Grow your own veg in pots and balcony boxes
No garden, no problem. Start with a few containers of salad, herbs and tomatoes on a balcony or windowsill and eat something you grew yourself this summer.
There’s a particular smugness to eating a tomato you grew yourself, and the good news is you don’t need an allotment or even a garden to earn it. A balcony, a bright windowsill, even a sunny doorstep can keep you in salad, herbs and a surprising amount of veg through the warmer months. Containers make it manageable: no digging, no weeding a whole bed, and you can move pots to chase the sun or shelter them from a cold snap.
The thing that trips most beginners up isn’t the growing — plants mostly want to grow — it’s water. Pots have a small reservoir of compost and dry out fast, especially terracotta in a breeze, so the single biggest favour you can do your plants is check them daily in summer and water before they wilt. Get that right and the rest is forgiving.
It’s worth being honest that a few balcony pots won’t replace your weekly shop. What they will do is reconnect you to where food comes from, give you the freshest possible herbs and leaves, and quietly cut the plastic punnets and air-freighted basil out of your routine. Start with one or two crops you actually like to eat, learn your spot for a season, and expand from there — that’s how a hobby grower turns into someone with a genuinely productive balcony.
How to do it
- Pick the sunniest spot you have — a balcony, windowsill or doorstep that gets at least 5–6 hours of light. South or west-facing is ideal; north-facing suits leafy greens and herbs only.
- Grab a few containers at least 20–30 cm deep with drainage holes. Old buckets, fabric grow-bags, a window box or a recycled crate lined with cardboard all work — no need for matching terracotta.
- Fill them with peat-free potting compost (not garden soil — it compacts in pots). Mix in a handful of slow-release organic feed if you have it.

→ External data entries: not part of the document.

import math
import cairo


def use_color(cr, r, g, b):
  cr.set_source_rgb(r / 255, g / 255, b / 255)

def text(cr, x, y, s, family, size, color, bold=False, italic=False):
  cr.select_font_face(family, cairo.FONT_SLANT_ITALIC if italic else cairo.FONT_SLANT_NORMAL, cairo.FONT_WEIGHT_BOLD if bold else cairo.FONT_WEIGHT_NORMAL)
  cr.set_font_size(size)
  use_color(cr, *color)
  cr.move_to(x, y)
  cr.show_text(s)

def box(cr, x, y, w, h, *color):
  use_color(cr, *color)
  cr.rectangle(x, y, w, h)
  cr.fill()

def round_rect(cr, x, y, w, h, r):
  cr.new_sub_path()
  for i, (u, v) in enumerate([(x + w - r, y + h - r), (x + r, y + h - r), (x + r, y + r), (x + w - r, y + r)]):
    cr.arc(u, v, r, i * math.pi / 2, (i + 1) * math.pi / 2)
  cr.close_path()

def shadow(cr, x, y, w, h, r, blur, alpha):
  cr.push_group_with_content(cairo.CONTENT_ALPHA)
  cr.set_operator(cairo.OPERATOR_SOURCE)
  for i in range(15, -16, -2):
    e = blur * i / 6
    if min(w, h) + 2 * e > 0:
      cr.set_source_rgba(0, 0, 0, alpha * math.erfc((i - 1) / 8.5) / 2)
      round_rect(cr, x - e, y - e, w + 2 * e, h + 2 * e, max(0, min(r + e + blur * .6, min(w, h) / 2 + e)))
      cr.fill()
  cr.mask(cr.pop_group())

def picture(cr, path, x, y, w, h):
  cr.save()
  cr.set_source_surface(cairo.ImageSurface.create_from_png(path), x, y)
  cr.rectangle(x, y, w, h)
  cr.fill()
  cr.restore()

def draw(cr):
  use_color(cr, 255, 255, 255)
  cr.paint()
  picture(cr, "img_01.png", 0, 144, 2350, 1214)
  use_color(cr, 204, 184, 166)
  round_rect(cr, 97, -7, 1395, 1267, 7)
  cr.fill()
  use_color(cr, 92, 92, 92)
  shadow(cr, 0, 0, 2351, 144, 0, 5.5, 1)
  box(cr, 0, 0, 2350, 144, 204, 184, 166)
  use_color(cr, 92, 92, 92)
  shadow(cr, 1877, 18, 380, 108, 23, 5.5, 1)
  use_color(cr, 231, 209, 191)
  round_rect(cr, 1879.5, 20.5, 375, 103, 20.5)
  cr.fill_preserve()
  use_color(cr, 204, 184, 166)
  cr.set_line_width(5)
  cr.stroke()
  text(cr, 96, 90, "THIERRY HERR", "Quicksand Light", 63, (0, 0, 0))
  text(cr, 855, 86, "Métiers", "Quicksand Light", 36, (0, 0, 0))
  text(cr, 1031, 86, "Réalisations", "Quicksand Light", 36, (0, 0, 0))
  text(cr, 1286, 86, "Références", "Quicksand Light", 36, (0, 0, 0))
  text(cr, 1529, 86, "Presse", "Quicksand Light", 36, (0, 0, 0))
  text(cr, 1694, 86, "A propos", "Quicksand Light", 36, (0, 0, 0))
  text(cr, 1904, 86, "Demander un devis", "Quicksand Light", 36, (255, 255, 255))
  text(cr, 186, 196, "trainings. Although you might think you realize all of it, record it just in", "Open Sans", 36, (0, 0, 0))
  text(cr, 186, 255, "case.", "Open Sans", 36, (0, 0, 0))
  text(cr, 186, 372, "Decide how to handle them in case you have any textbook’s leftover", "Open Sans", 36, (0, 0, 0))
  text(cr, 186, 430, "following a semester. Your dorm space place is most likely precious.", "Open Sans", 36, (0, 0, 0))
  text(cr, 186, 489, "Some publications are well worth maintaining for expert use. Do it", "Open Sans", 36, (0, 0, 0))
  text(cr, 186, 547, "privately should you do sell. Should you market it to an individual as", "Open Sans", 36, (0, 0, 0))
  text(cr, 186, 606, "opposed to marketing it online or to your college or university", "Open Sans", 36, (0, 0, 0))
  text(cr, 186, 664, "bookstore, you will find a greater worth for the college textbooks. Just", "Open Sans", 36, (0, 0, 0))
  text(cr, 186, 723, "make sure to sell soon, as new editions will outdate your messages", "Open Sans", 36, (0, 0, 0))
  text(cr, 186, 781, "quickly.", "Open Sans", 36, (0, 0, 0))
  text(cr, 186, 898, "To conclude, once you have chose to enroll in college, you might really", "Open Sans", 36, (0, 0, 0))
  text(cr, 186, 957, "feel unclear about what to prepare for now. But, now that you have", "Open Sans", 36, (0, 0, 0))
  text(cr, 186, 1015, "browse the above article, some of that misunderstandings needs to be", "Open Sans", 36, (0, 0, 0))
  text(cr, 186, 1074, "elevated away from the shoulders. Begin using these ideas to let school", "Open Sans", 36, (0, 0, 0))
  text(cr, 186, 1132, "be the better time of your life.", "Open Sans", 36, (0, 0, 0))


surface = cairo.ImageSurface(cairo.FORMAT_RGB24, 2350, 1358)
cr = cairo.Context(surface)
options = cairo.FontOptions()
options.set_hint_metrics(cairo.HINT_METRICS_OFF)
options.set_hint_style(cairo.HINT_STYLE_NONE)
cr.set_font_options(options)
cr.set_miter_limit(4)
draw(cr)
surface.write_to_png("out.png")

- Start with easy, forgiving crops: cut-and-come-again salad leaves, radishes, bush tomatoes, courgettes, chillies, and herbs like basil, mint and chives.
- Sow or plant according to the packet, water in well, and keep the compost damp but not waterlogged — pots dry out far faster than open ground, so check daily in summer.
- Harvest little and often. Picking salad leaves and herbs regularly tells the plant to keep producing.
Pro tips & pitfalls
- Group pots together rather than spreading them out — they shade each other's roots, hold humidity and dry out more slowly on hot days.
- Tomatoes, chillies and courgettes are hungry: a weekly liquid feed (diluted comfrey, nettle tea or a shop tomato feed) from flowering onwards makes a huge difference to the harvest.
- Don't over-buy plants on day one. One tomato, a pot of salad and a couple of herbs is a genuine success — scale up next year once you know your spot.
What it's good for
Good for the planet
- Cuts CO₂ A pot of basil or salad leaves skips the refrigerated transport, plastic clamshell and supermarket trip that bagged herbs and leaves rack up.
- Cuts waste You snip exactly what you need, so no half-used bag of coriander slowly liquefying in the fridge drawer.
Good for you
- Boosts health Homegrown salad and herbs are picked minutes before eating, so they keep more flavour and nutrients — and tending pots is a gentle, mood-lifting daily habit.
- Saves money A €3 packet of salad seed yields months of cut-and-come-again leaves; a single supermarket bag costs €1–2 and is gone in two meals.
- Grows skills Container growing teaches you the basics — sun, water, feeding, harvesting — on a low-stakes scale you can build on each season.